Saturdays at the Gem Theatre
I did not see many of his movies during my youth at the Gem Theatre because those Saturday features had Hopalong Cassidy, Wild Bill Elliot, Tim McCoy, Buck Jones, Charles Starrett, Sunset Carson, Al “Lash” LaRue and Johnny Mack Brown. Brown, like Wayne, began his film career in the 1920s after playing college football.
We got to know some of the lesser-known cowboy actors like Bob Steele and Tim Holt. They seemed to be such small guys when they tussled with some of the bigger villains. We also got to hear the wonderful Irish tenor voice of Dick Foran as he performed in those unforgettable oaters. Another was Ken Curtis, who played Festus on TV’s “Gunsmoke” and who had been a big band singer. Both of them were outstanding when they sang with groups in John Wayne movies.
When Wayne died on June 11, 1979, I clipped his death notice from the News Sentinel and pasted it on page 183 of my entertainment scrapbook.
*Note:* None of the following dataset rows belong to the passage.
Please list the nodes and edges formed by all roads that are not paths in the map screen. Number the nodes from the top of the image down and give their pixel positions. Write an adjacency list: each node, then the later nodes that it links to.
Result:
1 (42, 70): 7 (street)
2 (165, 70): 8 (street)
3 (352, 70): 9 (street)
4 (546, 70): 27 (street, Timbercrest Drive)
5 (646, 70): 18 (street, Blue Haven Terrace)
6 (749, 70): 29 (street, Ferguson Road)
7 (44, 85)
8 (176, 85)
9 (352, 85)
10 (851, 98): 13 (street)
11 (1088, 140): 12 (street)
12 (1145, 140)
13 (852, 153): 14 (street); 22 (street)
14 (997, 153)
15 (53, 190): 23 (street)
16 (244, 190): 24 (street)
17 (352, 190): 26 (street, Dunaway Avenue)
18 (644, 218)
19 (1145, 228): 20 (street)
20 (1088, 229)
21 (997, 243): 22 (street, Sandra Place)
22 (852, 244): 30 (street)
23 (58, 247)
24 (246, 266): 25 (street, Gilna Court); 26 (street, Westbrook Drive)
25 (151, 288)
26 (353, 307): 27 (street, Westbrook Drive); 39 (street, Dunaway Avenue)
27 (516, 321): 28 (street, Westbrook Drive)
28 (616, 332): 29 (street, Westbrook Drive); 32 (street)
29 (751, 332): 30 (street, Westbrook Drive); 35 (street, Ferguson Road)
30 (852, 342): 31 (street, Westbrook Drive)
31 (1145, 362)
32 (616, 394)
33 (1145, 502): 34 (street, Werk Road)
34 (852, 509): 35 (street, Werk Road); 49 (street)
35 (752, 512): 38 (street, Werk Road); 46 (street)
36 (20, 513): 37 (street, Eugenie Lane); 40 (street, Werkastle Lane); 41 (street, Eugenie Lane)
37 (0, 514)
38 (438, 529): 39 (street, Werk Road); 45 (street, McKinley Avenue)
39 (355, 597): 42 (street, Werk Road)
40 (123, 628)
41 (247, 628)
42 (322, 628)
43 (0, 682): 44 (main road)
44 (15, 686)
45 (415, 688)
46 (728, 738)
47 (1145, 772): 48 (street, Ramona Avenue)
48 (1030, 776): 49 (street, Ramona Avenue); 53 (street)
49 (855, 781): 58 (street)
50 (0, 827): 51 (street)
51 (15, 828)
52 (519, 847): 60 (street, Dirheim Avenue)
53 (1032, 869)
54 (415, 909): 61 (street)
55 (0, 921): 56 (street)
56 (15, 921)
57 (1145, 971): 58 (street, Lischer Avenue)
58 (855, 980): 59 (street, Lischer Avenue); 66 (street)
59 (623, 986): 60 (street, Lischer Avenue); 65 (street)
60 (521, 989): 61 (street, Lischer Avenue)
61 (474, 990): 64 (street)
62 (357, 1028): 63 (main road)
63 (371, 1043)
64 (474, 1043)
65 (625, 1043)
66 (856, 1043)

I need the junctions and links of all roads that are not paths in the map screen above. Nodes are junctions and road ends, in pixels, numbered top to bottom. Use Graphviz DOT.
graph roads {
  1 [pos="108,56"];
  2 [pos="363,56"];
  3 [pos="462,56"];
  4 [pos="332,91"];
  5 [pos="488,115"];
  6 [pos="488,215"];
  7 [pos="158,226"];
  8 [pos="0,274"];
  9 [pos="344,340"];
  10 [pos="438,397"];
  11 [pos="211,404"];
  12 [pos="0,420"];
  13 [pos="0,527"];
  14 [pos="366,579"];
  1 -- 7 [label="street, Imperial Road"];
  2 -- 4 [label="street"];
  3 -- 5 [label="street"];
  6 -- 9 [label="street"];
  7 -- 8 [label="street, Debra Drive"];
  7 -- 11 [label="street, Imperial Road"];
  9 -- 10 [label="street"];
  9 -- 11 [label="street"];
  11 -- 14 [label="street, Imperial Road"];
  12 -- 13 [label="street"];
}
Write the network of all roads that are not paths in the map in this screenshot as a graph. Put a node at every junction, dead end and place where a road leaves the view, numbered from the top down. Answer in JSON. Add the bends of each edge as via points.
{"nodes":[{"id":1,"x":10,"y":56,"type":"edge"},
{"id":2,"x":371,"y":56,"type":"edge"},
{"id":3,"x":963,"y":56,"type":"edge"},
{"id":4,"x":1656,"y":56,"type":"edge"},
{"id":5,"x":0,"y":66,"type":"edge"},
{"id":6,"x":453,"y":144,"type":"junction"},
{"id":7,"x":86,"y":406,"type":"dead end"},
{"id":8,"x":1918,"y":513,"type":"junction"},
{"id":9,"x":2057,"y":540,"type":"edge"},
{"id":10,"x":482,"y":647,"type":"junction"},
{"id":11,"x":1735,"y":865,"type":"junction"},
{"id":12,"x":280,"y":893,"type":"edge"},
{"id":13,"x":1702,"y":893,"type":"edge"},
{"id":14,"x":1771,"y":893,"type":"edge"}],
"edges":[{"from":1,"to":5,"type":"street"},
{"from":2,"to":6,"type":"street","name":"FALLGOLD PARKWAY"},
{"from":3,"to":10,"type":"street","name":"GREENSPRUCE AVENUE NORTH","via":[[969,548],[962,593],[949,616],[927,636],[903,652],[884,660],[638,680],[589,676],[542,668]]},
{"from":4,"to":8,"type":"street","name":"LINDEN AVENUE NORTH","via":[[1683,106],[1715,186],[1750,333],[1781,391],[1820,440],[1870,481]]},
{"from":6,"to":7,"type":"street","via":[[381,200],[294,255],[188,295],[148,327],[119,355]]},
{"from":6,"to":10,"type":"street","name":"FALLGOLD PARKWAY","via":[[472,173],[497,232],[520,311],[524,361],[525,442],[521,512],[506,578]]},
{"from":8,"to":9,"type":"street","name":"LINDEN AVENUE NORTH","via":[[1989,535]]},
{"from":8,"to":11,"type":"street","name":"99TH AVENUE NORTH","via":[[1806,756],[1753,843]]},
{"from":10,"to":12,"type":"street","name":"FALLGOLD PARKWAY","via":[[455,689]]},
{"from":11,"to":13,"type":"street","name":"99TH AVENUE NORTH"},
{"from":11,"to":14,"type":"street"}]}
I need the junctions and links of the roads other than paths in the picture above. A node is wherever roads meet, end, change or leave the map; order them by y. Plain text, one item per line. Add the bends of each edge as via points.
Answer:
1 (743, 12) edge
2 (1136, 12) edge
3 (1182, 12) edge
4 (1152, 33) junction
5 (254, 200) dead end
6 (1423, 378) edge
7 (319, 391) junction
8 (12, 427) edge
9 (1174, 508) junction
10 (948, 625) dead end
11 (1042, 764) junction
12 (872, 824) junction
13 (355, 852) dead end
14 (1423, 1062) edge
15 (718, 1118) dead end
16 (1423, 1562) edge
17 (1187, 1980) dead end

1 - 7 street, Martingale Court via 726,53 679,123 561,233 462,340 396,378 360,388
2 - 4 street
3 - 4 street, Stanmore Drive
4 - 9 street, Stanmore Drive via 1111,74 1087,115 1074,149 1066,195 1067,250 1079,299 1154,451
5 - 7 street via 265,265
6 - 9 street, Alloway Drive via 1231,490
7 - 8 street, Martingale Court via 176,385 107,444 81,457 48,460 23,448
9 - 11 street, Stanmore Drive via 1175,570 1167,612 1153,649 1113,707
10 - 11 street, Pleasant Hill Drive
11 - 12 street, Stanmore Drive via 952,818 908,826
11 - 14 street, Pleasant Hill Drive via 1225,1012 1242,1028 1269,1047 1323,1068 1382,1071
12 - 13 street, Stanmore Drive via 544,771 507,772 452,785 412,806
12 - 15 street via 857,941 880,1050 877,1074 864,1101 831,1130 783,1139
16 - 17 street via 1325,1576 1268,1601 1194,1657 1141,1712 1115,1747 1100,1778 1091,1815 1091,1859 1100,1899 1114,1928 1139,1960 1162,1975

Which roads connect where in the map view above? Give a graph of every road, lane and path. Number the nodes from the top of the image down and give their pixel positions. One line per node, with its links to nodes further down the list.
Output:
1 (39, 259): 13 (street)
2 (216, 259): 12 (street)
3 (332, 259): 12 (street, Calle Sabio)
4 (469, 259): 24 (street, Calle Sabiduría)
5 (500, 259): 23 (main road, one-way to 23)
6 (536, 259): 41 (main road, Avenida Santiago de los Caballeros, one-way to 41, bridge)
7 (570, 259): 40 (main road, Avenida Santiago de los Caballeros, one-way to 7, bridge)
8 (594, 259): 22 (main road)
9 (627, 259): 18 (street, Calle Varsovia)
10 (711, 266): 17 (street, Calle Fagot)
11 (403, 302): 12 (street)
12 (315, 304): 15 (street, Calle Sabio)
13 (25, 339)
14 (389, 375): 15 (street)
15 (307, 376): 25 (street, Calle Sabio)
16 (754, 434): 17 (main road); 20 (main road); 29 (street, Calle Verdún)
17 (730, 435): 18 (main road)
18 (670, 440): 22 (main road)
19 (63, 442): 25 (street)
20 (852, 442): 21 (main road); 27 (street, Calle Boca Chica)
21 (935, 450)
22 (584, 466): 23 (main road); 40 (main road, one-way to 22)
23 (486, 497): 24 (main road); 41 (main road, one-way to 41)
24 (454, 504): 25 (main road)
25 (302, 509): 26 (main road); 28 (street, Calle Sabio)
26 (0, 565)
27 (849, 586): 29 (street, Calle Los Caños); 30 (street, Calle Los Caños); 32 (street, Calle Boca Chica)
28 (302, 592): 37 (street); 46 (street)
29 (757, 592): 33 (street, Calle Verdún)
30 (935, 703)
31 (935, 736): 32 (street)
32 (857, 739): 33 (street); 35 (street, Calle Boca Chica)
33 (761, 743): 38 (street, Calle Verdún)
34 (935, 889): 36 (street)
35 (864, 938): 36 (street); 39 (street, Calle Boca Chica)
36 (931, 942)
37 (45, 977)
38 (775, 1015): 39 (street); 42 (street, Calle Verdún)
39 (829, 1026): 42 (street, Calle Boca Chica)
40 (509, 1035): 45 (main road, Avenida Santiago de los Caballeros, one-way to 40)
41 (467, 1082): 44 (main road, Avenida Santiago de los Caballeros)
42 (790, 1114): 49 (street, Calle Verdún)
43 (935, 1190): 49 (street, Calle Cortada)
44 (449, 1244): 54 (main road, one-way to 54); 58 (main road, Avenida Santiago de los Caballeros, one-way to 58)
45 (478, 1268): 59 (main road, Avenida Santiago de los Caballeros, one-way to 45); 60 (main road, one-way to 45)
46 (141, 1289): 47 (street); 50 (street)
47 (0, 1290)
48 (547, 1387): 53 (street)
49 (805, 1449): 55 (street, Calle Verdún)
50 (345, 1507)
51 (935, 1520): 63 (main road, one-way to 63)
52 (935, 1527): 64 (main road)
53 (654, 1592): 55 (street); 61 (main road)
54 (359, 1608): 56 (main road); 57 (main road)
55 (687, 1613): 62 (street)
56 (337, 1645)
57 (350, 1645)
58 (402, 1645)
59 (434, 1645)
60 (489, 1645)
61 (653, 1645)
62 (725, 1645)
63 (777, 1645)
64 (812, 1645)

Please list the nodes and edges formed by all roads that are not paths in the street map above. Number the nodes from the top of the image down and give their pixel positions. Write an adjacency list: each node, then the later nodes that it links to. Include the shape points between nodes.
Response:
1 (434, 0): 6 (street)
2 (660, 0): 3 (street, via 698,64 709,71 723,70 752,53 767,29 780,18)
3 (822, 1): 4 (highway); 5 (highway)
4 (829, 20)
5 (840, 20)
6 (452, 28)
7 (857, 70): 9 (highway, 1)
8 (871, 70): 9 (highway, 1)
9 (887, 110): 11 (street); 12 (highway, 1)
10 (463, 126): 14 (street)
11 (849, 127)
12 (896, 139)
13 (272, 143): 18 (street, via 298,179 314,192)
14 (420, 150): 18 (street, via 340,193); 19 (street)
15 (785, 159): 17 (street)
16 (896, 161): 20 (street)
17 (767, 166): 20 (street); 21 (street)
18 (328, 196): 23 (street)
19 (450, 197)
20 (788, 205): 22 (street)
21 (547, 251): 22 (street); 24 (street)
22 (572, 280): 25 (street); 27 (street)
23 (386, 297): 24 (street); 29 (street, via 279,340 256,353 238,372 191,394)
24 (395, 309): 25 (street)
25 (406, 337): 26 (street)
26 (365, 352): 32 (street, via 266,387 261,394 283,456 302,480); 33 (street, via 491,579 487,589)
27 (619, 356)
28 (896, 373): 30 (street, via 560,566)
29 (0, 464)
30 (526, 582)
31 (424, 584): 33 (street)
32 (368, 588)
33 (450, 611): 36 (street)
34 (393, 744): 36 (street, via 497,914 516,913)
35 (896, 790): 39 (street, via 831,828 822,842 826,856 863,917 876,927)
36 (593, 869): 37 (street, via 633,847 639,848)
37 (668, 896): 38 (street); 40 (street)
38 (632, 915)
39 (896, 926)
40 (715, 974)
It became one of the hundreds of clippings I have kept of performers who have died since 1975. For some reason, when Johnny Mack Brown died that year I clipped his death notice and have tried to save the notices of every star of screen, stage, radio and television since.
‘Stagecoach’ made the Duke a star
Born Marion Michael Morrison in Winterset, Iowa, on May 26, 1907, the Duke made 200 movies, beginning with “The Drop Kick” in 1927 just as talkies began to hit the movie houses. Through the late 1920s and early 1930s, he continued making unmemorable westerns until 1939, when he made “Stagecoach,” which was directed by John Ford. Listed as “one of the great American films, and a landmark in the maturing of the western” by film guru Leonard Maltin, it made Wayne a genuine star.
Through the years he grew in mainstream westerns, war movies, comedy and other genres. He even won an Academy Award for “True Grit.” He had played football at the University of Southern California and left in 1926 to began his movie career. He had bit parts and odd jobs around movie sets before he got his break. Not taking himself too seriously, he was once quoted: “Hollywood had only one king — Clark Gable. And now that he and Gary Cooper are gone, I’m just a lonesome cowboy, nothing more.”